SALUTÈ: Boxed to go

BOXED TO GO Saluté October 2013

Transporting wine to game-day parties — whether at the stadium or to the house with the largest television screen — is easy with boxed wines that are surprisingly drinkable with game-day grub.

Story: Mary Ann DeSantis  //  Illustration: Josh Clark

Tailgating and football-watching parties often cater to eclectic tastes in food and libations. Some want burgers and beer; others prefer hors d’oeuvres and wine. Whether you are a Gator, Seminole, Bull, or Golden Knight, you agree that game-time foods and drinks need to be easy to transport. After all, no one wants to search for a lost shaker of salt or a corkscrew just before kickoff.

Before you dismiss boxed wines as cheap swill and déclassé, consider that French, Italian, New Zealand, and top American wineries are now producing cardboard containers of wine. And they aren’t always cheap, either. The New York Times recently reviewed a three-litre box of Dominio IV Love Lies Bleeding, a 2009 Willamette Valley Pinot Noir that sold for $90.

Of course, very few of us can afford or want to serve $90 wines to face-painting, pom-pom-toting game-day revelers. More affordable choices are certainly available for folks who prefer to drink wine at football celebrations.
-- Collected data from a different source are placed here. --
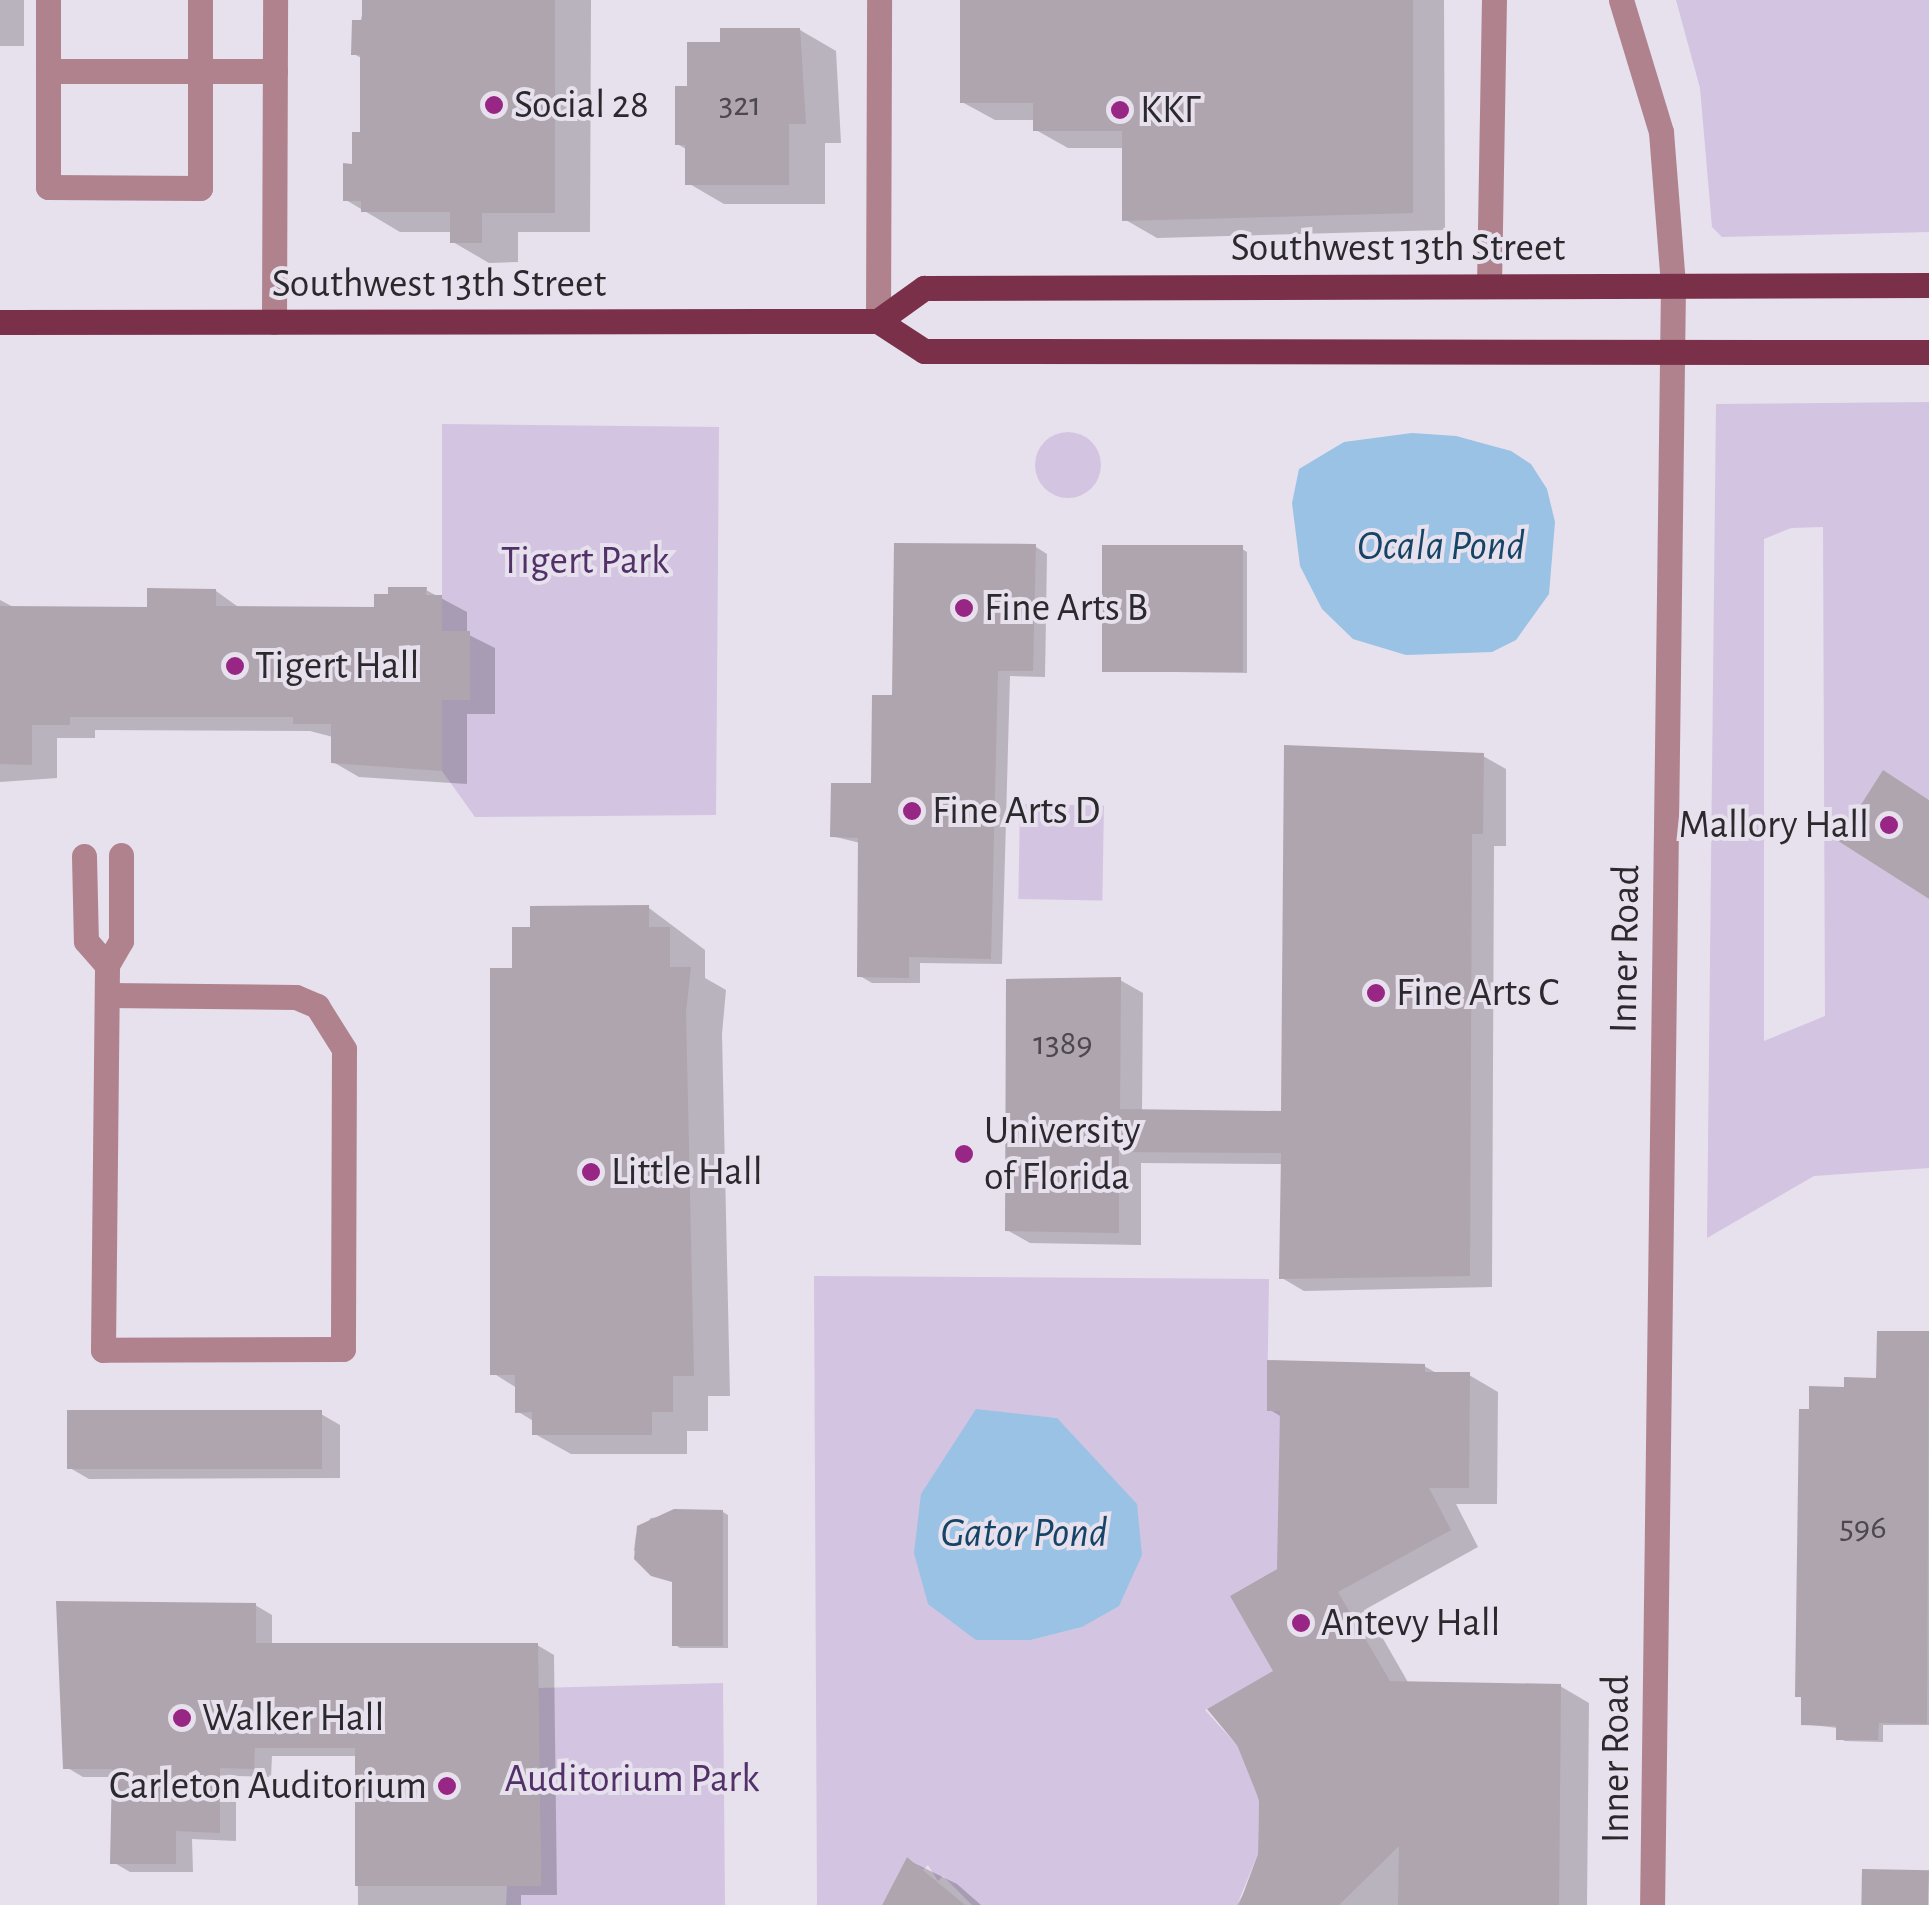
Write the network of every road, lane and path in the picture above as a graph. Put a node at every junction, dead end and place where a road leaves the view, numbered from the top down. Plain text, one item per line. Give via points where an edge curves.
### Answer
1 (48, 0) edge
2 (200, 0) edge
3 (275, 0) edge
4 (879, 0) edge
5 (1494, 0) edge
6 (1621, 0) edge
7 (48, 71) junction
8 (200, 71) junction
9 (275, 71) junction
10 (1489, 284) junction
11 (1673, 285) junction
12 (1929, 285) edge
13 (878, 321) junction
14 (0, 322) edge
15 (274, 322) junction
16 (1672, 352) junction
17 (1929, 352) edge
18 (84, 856) dead end
19 (121, 856) dead end
20 (107, 965) junction
21 (108, 995) junction
22 (1652, 1905) edge

1 - 7 street
2 - 8 street
3 - 9 street
4 - 13 street
5 - 10 street
6 - 11 street, Inner Road via 1661,132
7 - 8 street
7 - 8 street via 48,187 200,188
8 - 9 street
9 - 15 street
10 - 11 main road, Southwest 13th Street
10 - 13 main road, Southwest 13th Street via 924,288
11 - 12 main road, Southwest 13th Street
11 - 16 street, Inner Road
13 - 15 main road, Southwest 13th Street
13 - 16 main road via 924,351
14 - 15 main road, Southwest 13th Street
16 - 17 main road
16 - 22 street, Inner Road
18 - 20 street via 86,941
19 - 20 street via 122,941
20 - 21 street
21 - 21 street via 296,997 317,1006 344,1049 342,1349 103,1350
Salute-factoid1013The wine industry is touting boxed wines as the packaging of the future. For consumers, one of the biggest advantages of boxed wines is they can be stored longer after opening. An airtight wine-filled plastic bladder inside the cardboard box keeps the wine fresh for up to six weeks, according to some winemakers. The spigot and the bladder protect the wine from air, a wine killer when a bottle sits opened for a day or two. However, be aware that boxed wines do have expiration dates and need to be consumed within a year of production.

An entire new generation of boxed wines has emerged with emphasis on reducing carbon footprints and being environmentally conscious choices. I decided it was time to give boxed wines another chance. My first experience with them about 15 years ago was less than stellar. Someone gave my husband a large box of wine, which stayed unopened in our pantry for several months until a dinner party when we ran out of the “good stuff.” At that point, no one was looking for tannins and a pleasing finish, but the wine was a conversation starter because no one had tasted boxed wine. And many of us didn’t again for a long time.

High-end boxed wines weren’t as easily found in this area as I thought they would be. I really wanted a step up from the generic bulk wines that have given boxed wines a bad reputation. I decided to start with varietals I liked and ones I could compare to bottled wines.

My first selection was a Bota Box 2011 California Chardonnay, which comes in two sizes — the smaller “mini” at 500 milliliters (about three glasses) for $5.99 and the standard three-liter size (equal to about four bottles) for around $22. I tasted the Bota Box wine next to a Toasted Head 2011 Chardonnay, also from California. The Bota was extremely light — almost clear — and if I’d been tasting it blind, I would have thought it was a Pinot Grigio. The taste was not bad but it did not have the character or flavor of the Toasted Head.

To make things interesting, I pumped the air out of the bottle of Toasted Head and stored it in my refrigerator for a little over two weeks. On the same shelf was the opened Bota Box for the same amount of time. Surprisingly, the Bota actually tasted better (and a friend who drinks Chardonnay more often than I do agreed). Bota was still light but very drinkable with our grilled chicken and fish. The bottle of Toasted Head, however, had gone terribly bad and was down the drain before my own game-day party was over.

My other selection was a Black Box California 2011 Merlot (about $20 for three liters), which had received accolades from Wine Enthusiast magazine. I found the wine to be a little sweet and relatively thin, but it worked with grilled meats. The Black Box is an affordable and decent choice for large groups who care more about the final game score than they do about a long finish for the wine.